Na rozprawie nie należy też mówić podniesionym tonem, bo sąd tego bardzoooo nie lubi.
Po czwarte: dlaczego twoja żona nie pracuje? Takie pytanie może paść na sali sądowej...

5 Ostatnio edytowany przez tomaszjeka1972 (2016-05-29 22:05:13)

Odp: Rozwód i zachowanie na rozprawie..

Josz: Na adwokata mnie nie stać. Adwokat z urzędu nie jest darmowy. Dowiadywałem się. Adwokat niejako świadczy usługę dla sądu podejmując się podjęcia sprawy a po jej zakończeniu wysyła do niego rachunek. Strona która wystąpiła o adwokata wówczas ma obowiązek zapłacić ten rachunek. Syn ma 9 lat, chodzi do drugiej klasy podstawówki. Żona tłumaczy się brakiem aktywności zawodowej chorobami syna. Jest po szkole handlowej. Nigdy nie widziałem by gdziekolwiek starała się o pracę. Do czasu zajścia w ciążę pracowała. Po wychowawczym zrezygnowała.

6

Odp: Rozwód i zachowanie na rozprawie..

Wysoki ten rachunek, Tomaszu?

Nie lepiej zapłacić tę kwotę za święty spokój na resztę życia?...

Przemyśl jeszcze.

7

Odp: Rozwód i zachowanie na rozprawie..

To kilkaset złotych na początku. Wszystko zależy od tego ile sprawa się będzie ciągnąć. Im dłużej tym więcej. Zważywszy na to że żona grozi że zrobi wszystko by mnie uwalić to tak łatwo nie pójdzie. Oczywiście, grozi ustnie.

8 Ostatnio edytowany przez I_see_beyond 7176 (2016-05-29 22:24:54)

Odp: Rozwód i zachowanie na rozprawie..

A przez czas trwania Waszego małżeństwa była konsekwentna w tych "groźbach ustnych"?

W sensie, zapowiedziała i zrealizowała groźbę?

Bo może nie ma jednak się czego bać, tylko Twoja prawie-była-żona tak ma, że lubi pogrozić, pojazgotać i wymusić coś ... bez sądu?

Ach, przypomniał mi się jeden durny cytat z fejsa, którym uraczył mnie mój prawie-były-ex:

"Żony są jak monsun, na początku ciepłe i wilgotne, a potem zabierają Ci domy i samochody..."
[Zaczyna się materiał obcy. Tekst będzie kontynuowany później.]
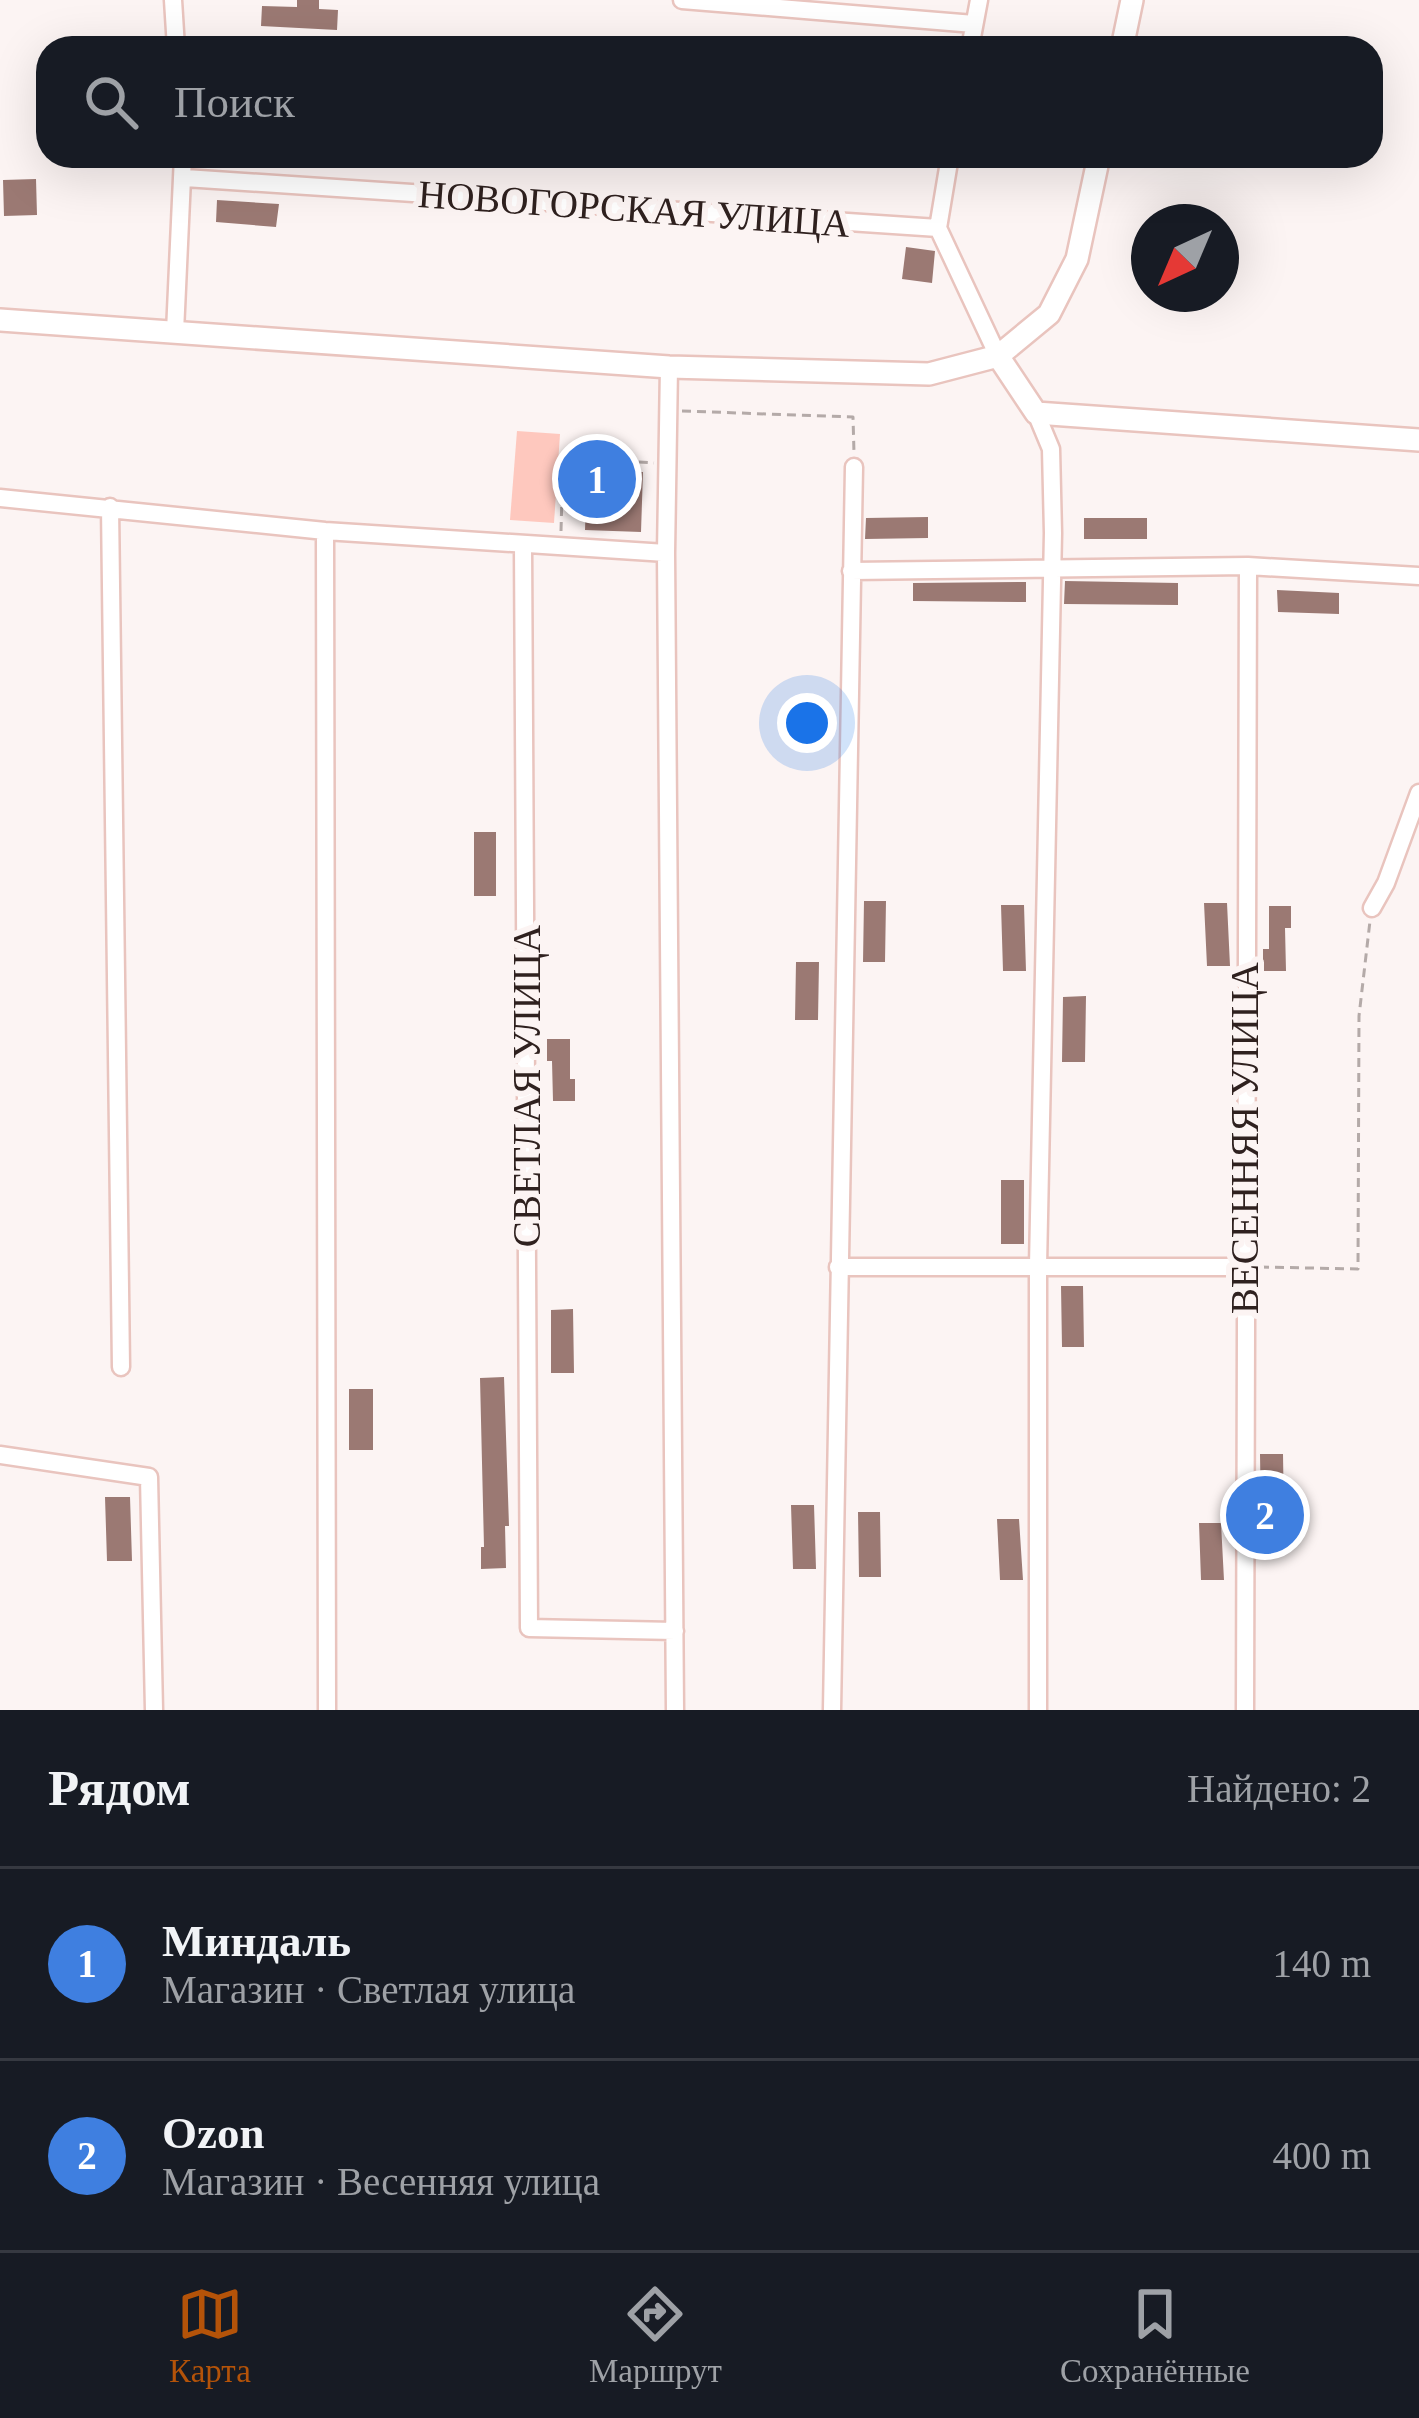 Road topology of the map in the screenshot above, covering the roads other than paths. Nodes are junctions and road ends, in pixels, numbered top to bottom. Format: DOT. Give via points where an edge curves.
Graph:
graph roads {
  1 [pos="172,0"];
  2 [pos="682,0"];
  3 [pos="980,0"];
  4 [pos="1132,0"];
  5 [pos="974,24"];
  6 [pos="175,36"];
  7 [pos="972,36"];
  8 [pos="1124,36"];
  9 [pos="184,168"];
  10 [pos="948,168"];
  11 [pos="1096,168"];
  12 [pos="185,178"];
  13 [pos="938,228"];
  14 [pos="0,320"];
  15 [pos="175,332"];
  16 [pos="998,356"];
  17 [pos="669,367"];
  18 [pos="1036,413"];
  19 [pos="1419,440"];
  20 [pos="854,466"];
  21 [pos="0,498"];
  22 [pos="110,507"];
  23 [pos="325,531"];
  24 [pos="523,545"];
  25 [pos="666,553"];
  26 [pos="1247,566"];
  27 [pos="1053,570"];
  28 [pos="851,571"];
  29 [pos="1419,576"];
  30 [pos="1419,793"];
  31 [pos="1372,908"];
  32 [pos="1038,1266"];
  33 [pos="1244,1267"];
  34 [pos="838,1268"];
  35 [pos="121,1367"];
  36 [pos="0,1455"];
  37 [pos="675,1631"];
  38 [pos="154,1710"];
  39 [pos="327,1710"];
  40 [pos="675,1710"];
  41 [pos="832,1710"];
  42 [pos="1038,1710"];
  43 [pos="1245,1710"];
  1 -- 6 [label="street"];
  2 -- 5 [label="street"];
  3 -- 5 [label="street"];
  4 -- 8 [label="street"];
  5 -- 7 [label="street"];
  9 -- 12 [label="street"];
  10 -- 13 [label="street"];
  11 -- 16 [label="street" via="1077,259 1049,314"];
  12 -- 13 [label="street, НОВОГОРСКАЯ УЛИЦА"];
  12 -- 15 [label="street"];
  13 -- 16 [label="street"];
  14 -- 15 [label="street"];
  15 -- 17 [label="street"];
  16 -- 17 [label="street" via="929,374"];
  16 -- 18 [label="street"];
  17 -- 25 [label="street"];
  18 -- 19 [label="street"];
  18 -- 27 [label="street" via="1051,449"];
  20 -- 28 [label="street"];
  21 -- 22 [label="street"];
  22 -- 23 [label="street"];
  22 -- 35 [label="street"];
  23 -- 24 [label="street"];
  23 -- 39 [label="street"];
  24 -- 25 [label="street"];
  24 -- 37 [label="street, СВЕТЛАЯ УЛИЦА" via="529,1628"];
  25 -- 37 [label="street"];
  26 -- 27 [label="street"];
  26 -- 29 [label="street"];
  26 -- 33 [label="street, ВЕСЕННЯЯ УЛИЦА"];
  27 -- 28 [label="street"];
  27 -- 32 [label="street"];
  28 -- 34 [label="street"];
  30 -- 31 [label="street"];
  32 -- 33 [label="street"];
  32 -- 34 [label="street"];
  32 -- 42 [label="street"];
  33 -- 43 [label="street, ВЕСЕННЯЯ УЛИЦА"];
  34 -- 41 [label="street"];
  36 -- 38 [label="street" via="149,1477"];
  37 -- 40 [label="street"];
} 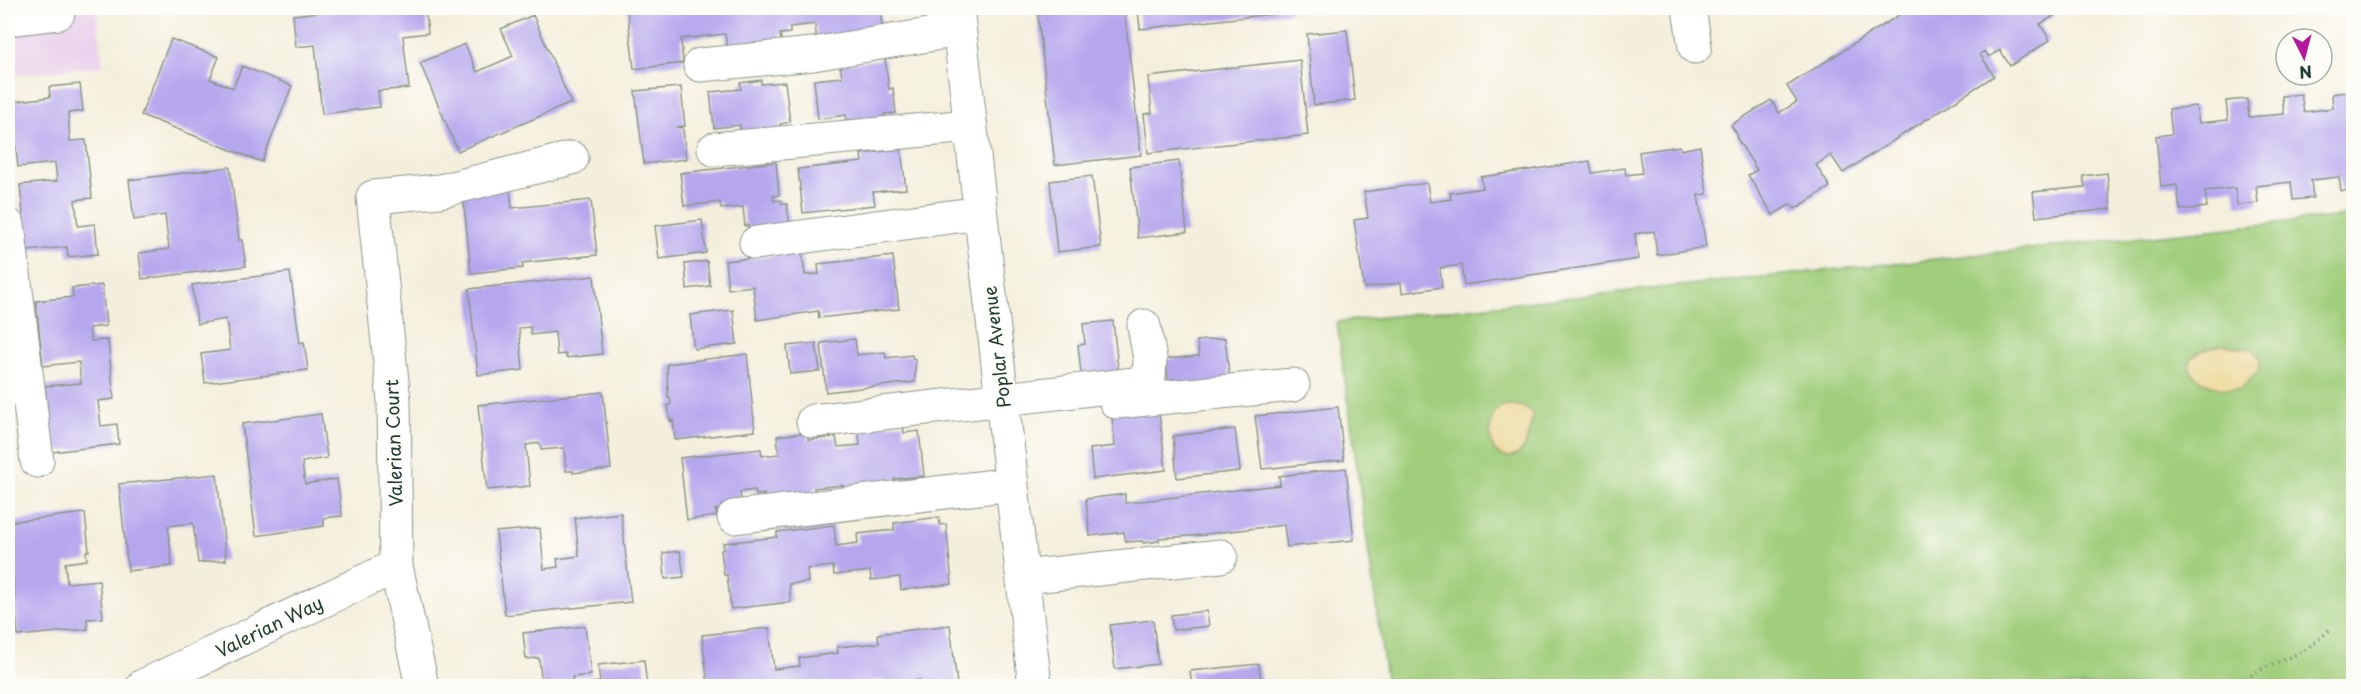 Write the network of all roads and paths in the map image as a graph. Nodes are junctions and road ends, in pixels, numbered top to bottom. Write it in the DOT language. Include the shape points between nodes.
graph roads {
  1 [pos="57,8"];
  2 [pos="1689,8"];
  3 [pos="8,19"];
  4 [pos="958,19"];
  5 [pos="1695,47"];
  6 [pos="700,65"];
  7 [pos="970,126"];
  8 [pos="714,149"];
  9 [pos="572,158"];
  10 [pos="980,213"];
  11 [pos="8,225"];
  12 [pos="756,243"];
  13 [pos="1144,326"];
  14 [pos="18,378"];
  15 [pos="1293,385"];
  16 [pos="1003,407"];
  17 [pos="813,421"];
  18 [pos="37,461"];
  19 [pos="1012,484"];
  20 [pos="734,517"];
  21 [pos="1221,556"];
  22 [pos="396,566"];
  23 [pos="1023,578"];
  24 [pos="2332,628"];
  25 [pos="143,687"];
  26 [pos="422,687"];
  27 [pos="1035,687"];
  28 [pos="2236,687"];
  1 -- 3 [label="street" via="58,13"];
  2 -- 5 [label="street"];
  4 -- 6 [label="street" via="813,54"];
  4 -- 7 [label="street, Poplar Avenue"];
  7 -- 8 [label="street"];
  7 -- 10 [label="street, Poplar Avenue"];
  9 -- 22 [label="street, Valerian Court" via="440,191 373,197 394,401"];
  10 -- 12 [label="street"];
  10 -- 16 [label="street, Poplar Avenue"];
  11 -- 14 [label="street"];
  13 -- 16 [label="street" via="1149,378 1135,384"];
  14 -- 18 [label="street"];
  15 -- 16 [label="street"];
  16 -- 17 [label="street"];
  16 -- 19 [label="street, Poplar Avenue"];
  19 -- 20 [label="street"];
  19 -- 23 [label="street, Poplar Avenue"];
  21 -- 23 [label="street"];
  22 -- 25 [label="street, Valerian Way"];
  22 -- 26 [label="street, Valerian Court"];
  23 -- 27 [label="street, Poplar Avenue"];
  24 -- 28 [label="path" via="2304,651 2257,671"];
}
Rozbawił mnie tym, może i ja sprawię, że się uśmiechniesz Tomaszu wink

PS Ja też na kasie nie śpię, ale postanowiłam odmówić sobie parę rzeczy, żeby raz a dobrze załatwić swoje sprawy.

To zawsze sprawa wyboru.

PS Ja "walczę o swoją część majątku," choć nigdy, ani jeden dzień nie byłam na utrzymaniu mojego męża...

Powodzenia, Tomaszu!

9

Odp: Rozwód i zachowanie na rozprawie..

I See Beyond :
Zdrada, alkohol i przemoc nie miały miejsca. Pozew napisała z pomocą koleżanki która jest adwokatem. Możliwe że koleżanka pomoże w walce z tym złym za darmo. Szczegółów nie znam. Co zrobiłem? Miałem dość bycia z kimś na zasadzie przyzwyczajenia. Od dawna nie mieliśmy ze sobą nic wspólnego. Nieoficjalnie wiem że żona sobie kogoś znalazła. Nie mam mocnych dowodów. Jedynie kilka zdjęć z Fb sugerujących że są razem, kilka zdjęć prezentów przysłanych przez niego.

10

Odp: Rozwód i zachowanie na rozprawie..

Wiele razy groziła i raczej nigdy się nie spełniło. Ona jest typem choleryczki i byle co wyprowadza ją z równowagi. Osobiście mam nadzieję że wyjdzie z siebie na rozprawie przy zachowaniu mego spokoju i to będzie mój atut. Nie chcę jej niszczyć. Chcę utrzymać kontakty z młodym.

11

Odp: Rozwód i zachowanie na rozprawie..

No to jak kumpela jest adwokatem, to kasy może nie brać, fakt, albo symbolicznie.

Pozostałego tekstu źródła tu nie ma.